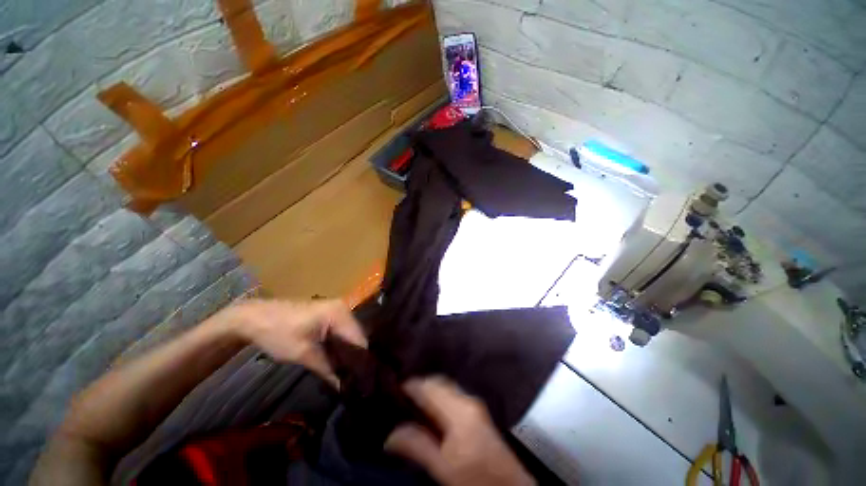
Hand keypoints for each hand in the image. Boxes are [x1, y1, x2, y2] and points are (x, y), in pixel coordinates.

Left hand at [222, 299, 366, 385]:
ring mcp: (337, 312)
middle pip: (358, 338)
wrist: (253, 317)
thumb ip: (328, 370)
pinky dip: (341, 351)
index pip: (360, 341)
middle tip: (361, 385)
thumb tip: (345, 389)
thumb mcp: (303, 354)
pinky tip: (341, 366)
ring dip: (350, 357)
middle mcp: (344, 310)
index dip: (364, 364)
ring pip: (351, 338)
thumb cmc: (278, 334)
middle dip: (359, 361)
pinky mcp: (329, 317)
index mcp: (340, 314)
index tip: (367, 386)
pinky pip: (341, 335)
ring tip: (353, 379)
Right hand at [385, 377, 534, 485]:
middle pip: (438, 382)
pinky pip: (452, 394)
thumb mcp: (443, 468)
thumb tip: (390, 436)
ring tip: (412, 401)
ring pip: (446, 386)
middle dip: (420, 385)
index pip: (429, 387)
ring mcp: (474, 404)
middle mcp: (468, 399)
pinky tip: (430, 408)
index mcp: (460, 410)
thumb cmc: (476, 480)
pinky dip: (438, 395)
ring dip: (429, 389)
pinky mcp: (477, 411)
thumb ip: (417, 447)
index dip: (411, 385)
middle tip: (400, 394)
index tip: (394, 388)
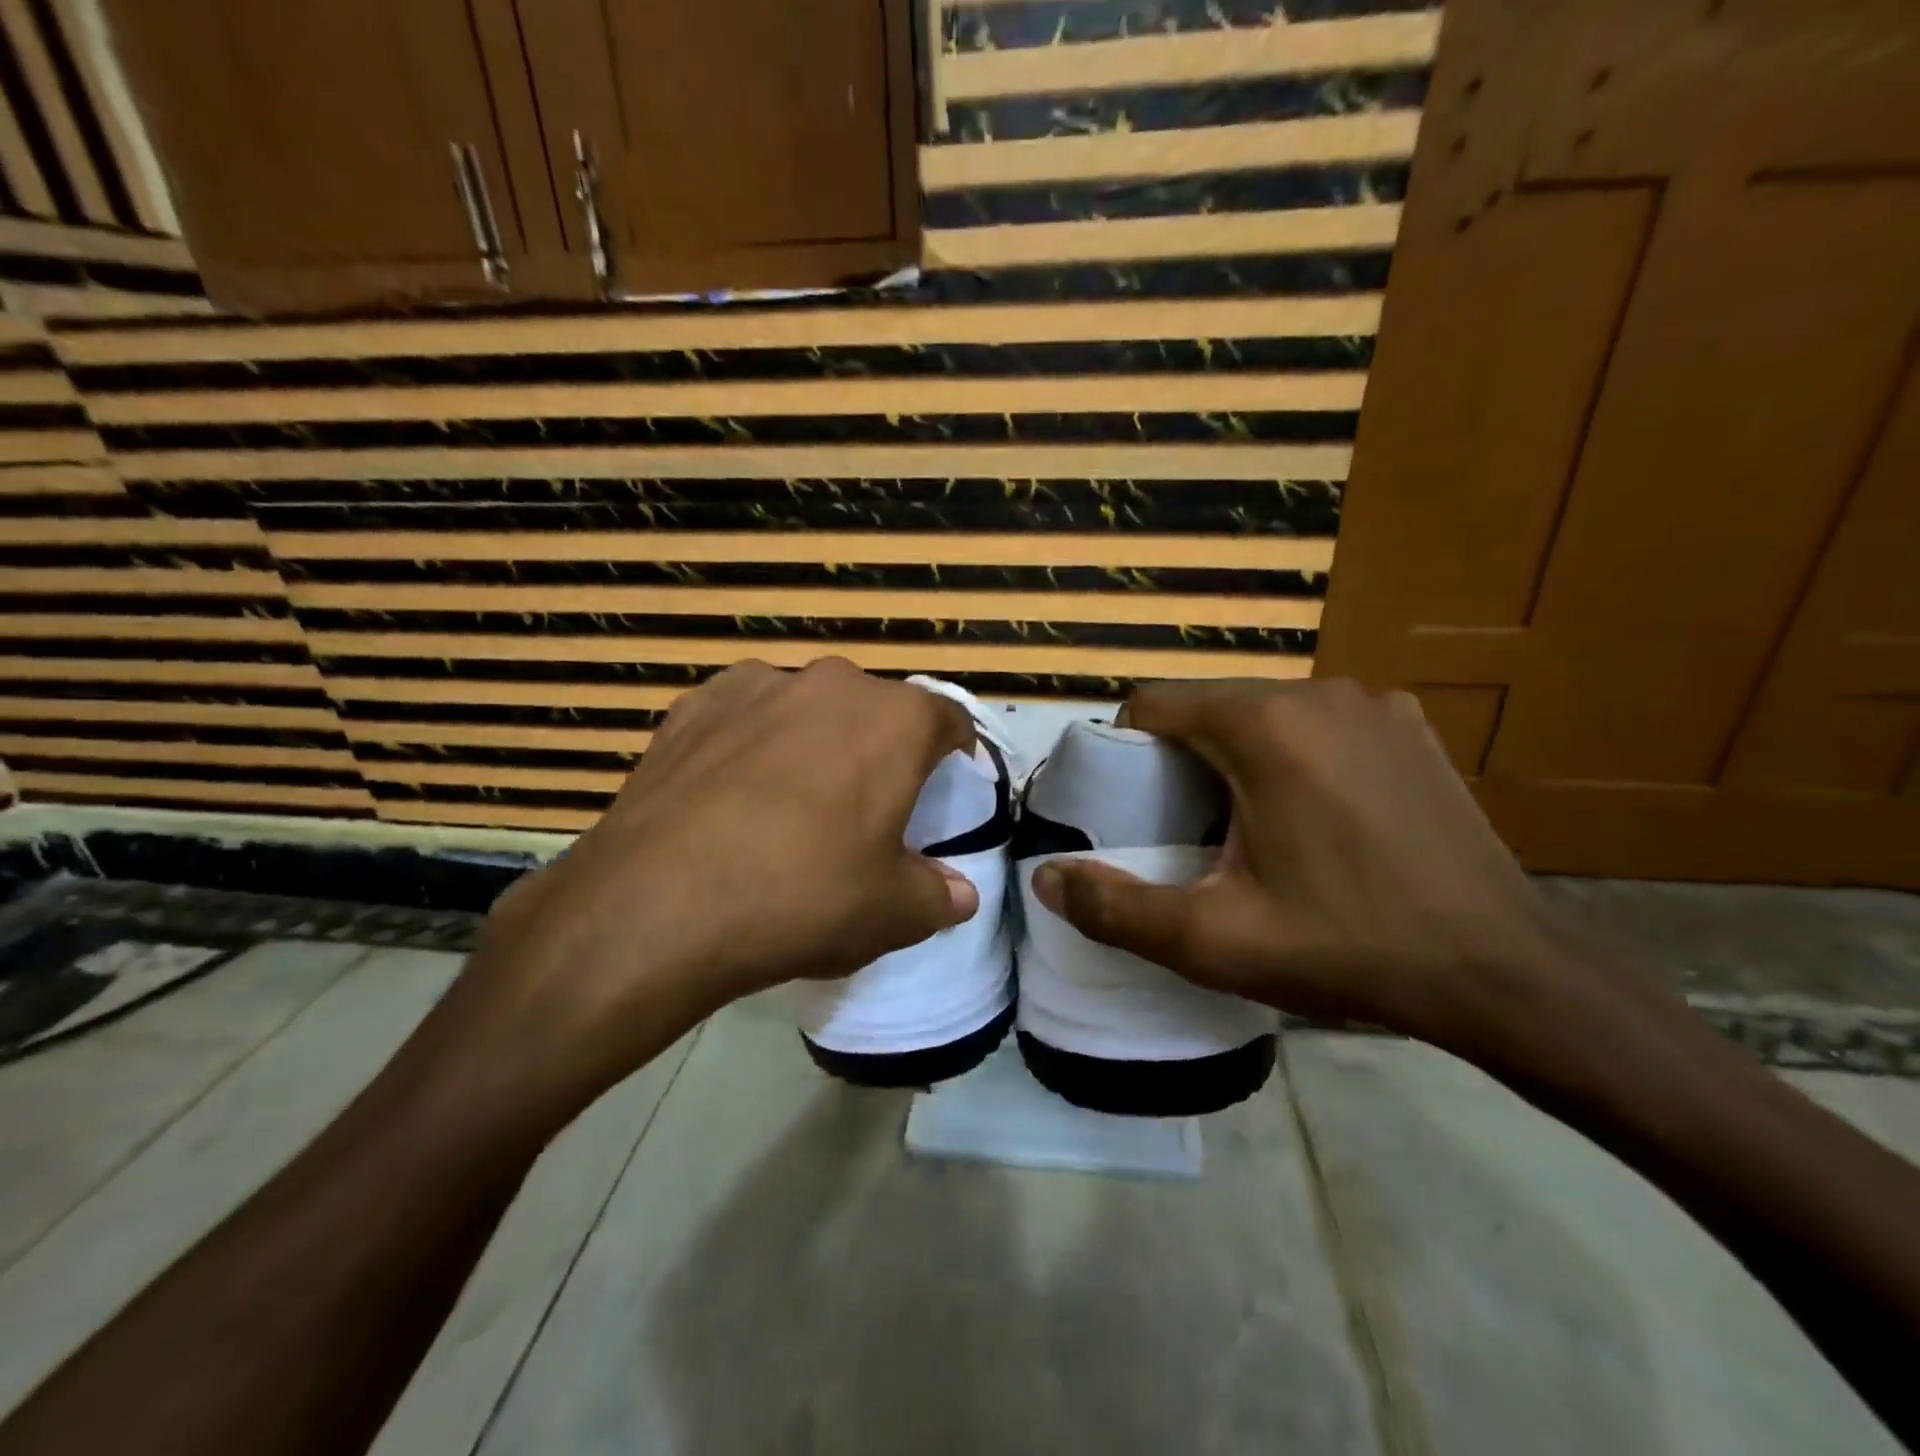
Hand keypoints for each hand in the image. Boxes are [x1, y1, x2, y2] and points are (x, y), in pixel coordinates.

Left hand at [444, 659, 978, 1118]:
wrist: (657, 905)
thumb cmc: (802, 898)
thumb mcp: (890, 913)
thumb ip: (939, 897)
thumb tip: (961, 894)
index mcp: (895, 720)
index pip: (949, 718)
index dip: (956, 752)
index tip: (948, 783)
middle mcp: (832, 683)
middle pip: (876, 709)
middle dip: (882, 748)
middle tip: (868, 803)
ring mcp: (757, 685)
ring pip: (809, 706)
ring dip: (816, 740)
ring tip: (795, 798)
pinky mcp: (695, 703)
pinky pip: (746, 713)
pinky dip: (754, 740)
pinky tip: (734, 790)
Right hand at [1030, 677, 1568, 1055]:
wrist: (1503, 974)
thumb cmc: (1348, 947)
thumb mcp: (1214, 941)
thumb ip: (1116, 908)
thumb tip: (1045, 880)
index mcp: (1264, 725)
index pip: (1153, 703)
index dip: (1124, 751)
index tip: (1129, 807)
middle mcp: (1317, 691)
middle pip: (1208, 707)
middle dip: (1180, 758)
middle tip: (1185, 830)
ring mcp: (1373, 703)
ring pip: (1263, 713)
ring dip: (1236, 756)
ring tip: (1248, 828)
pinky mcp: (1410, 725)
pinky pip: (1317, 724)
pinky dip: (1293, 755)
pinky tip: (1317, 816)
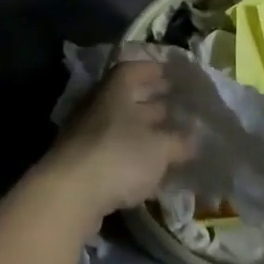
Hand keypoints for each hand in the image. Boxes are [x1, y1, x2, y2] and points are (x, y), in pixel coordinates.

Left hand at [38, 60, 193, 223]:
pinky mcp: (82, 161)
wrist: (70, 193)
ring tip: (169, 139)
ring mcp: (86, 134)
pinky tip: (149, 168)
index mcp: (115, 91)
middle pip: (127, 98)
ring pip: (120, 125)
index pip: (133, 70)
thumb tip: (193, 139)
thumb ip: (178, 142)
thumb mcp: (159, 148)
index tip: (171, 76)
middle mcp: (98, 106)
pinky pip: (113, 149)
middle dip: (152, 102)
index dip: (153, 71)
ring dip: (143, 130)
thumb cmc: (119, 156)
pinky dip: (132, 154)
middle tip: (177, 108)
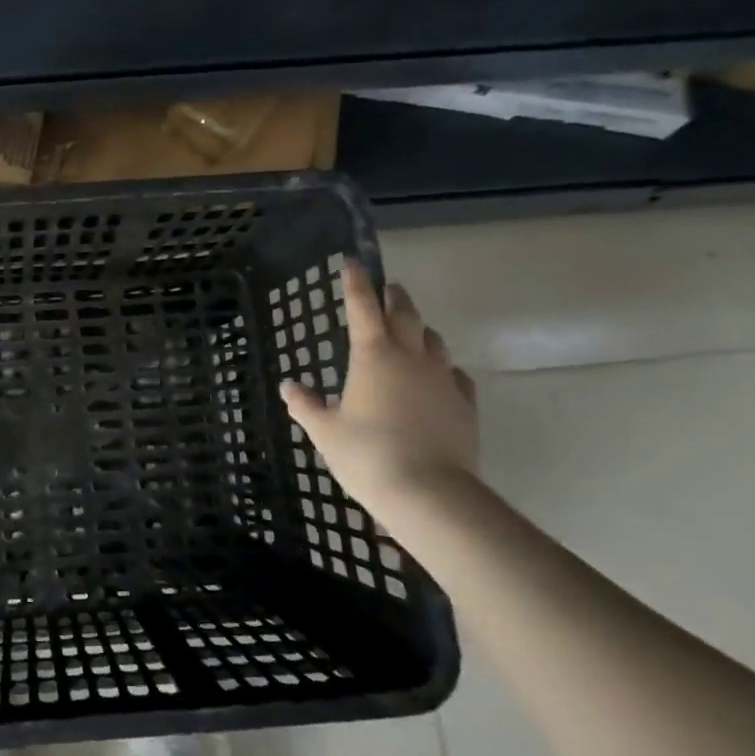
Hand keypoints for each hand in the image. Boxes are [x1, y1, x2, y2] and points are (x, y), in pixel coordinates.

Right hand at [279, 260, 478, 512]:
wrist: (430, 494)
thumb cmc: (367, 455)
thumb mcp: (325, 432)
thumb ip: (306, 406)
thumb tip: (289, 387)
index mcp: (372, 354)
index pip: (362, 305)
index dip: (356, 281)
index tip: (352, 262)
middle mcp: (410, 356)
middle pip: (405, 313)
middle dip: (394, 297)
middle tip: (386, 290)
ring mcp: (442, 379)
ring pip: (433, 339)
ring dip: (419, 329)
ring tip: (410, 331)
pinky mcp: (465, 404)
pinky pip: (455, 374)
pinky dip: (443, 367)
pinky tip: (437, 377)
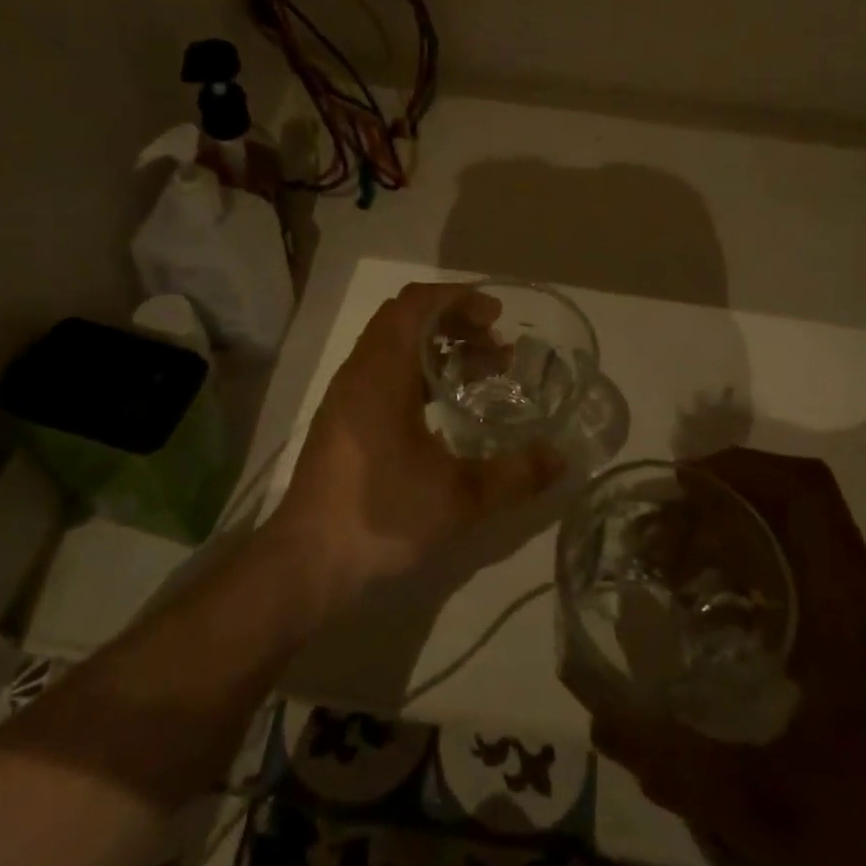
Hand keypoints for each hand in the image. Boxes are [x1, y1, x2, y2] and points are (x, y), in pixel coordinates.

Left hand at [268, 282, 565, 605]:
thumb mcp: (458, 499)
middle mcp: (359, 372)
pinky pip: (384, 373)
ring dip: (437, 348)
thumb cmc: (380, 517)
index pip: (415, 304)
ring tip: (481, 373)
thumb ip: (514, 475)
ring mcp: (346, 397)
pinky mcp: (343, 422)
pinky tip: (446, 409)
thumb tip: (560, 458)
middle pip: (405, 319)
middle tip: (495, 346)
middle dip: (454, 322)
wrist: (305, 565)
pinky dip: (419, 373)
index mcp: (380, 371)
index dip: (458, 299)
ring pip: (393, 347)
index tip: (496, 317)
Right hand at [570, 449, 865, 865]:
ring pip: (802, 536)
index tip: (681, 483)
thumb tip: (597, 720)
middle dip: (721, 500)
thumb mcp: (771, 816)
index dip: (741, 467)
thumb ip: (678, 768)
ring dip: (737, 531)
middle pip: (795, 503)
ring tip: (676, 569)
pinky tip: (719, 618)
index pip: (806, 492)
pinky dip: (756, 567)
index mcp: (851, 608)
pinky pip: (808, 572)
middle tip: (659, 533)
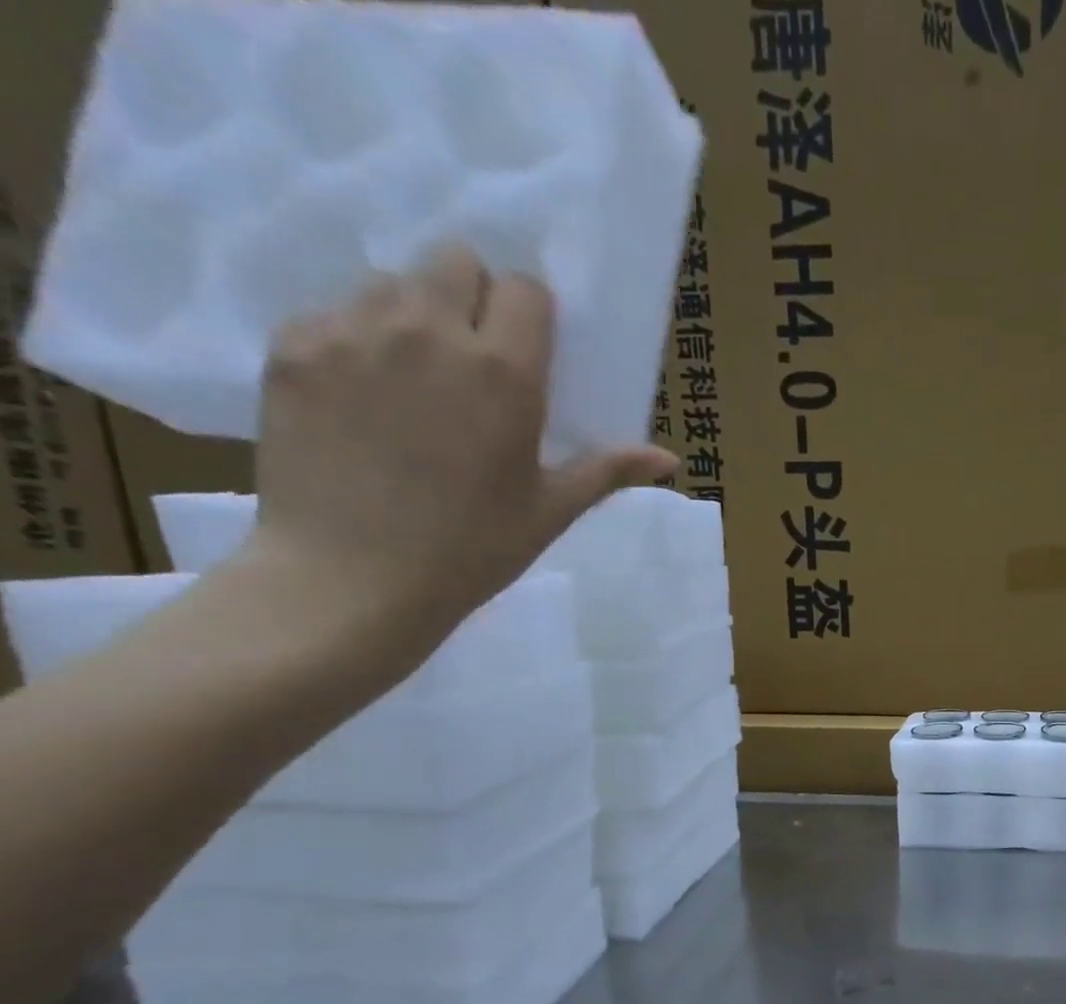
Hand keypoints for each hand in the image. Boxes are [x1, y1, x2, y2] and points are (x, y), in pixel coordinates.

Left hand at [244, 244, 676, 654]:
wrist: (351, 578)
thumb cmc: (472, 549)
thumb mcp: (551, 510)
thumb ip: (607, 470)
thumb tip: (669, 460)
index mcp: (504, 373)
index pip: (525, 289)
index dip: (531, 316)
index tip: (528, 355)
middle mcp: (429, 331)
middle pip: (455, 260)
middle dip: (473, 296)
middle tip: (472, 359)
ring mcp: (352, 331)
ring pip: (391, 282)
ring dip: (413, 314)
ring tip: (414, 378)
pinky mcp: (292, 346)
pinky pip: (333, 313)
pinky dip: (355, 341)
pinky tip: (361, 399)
_____
*PROBLEM TO SOLVE:*
Copy out the lines above from the line containing "index tip: (352, 262)" through the line containing "ring pip: (802, 536)", exactly, and keep the pictures out.

*YOUR RESPONSE:*
index tip: (352, 262)
middle mcp: (410, 356)
middle pip: (405, 313)
middle dip: (394, 297)
middle tip: (386, 290)
ring mcp: (442, 379)
ring pip: (433, 339)
ring dip: (419, 329)
ring tip: (410, 331)
pinky mcp: (465, 404)
pinky pip: (455, 374)
pinky dip: (443, 367)
pinky tip: (437, 377)
Hand keypoints for each hand in the image. Boxes are [x1, y1, x2, y2] and points are (x, y), in pixel coordinates.

Left hand at [268, 282, 565, 605]:
thumb mcp: (458, 499)
middle mcp: (359, 372)
pinky pip: (384, 373)
ring dip: (437, 348)
thumb cmc: (380, 517)
index pip: (415, 304)
ring tip: (481, 373)
thumb ip: (514, 475)
ring mcp: (346, 397)
pinky mcp: (343, 422)
pinky tip: (446, 409)
thumb tip: (560, 458)
middle pip: (405, 319)
middle tip: (495, 346)
middle dip: (454, 322)
wrist: (305, 565)
pinky dip: (419, 373)
index mcp: (380, 371)
index dip: (458, 299)
ring pip: (393, 347)
index tip: (496, 317)
Right hand at [570, 449, 865, 865]:
ring pip: (802, 536)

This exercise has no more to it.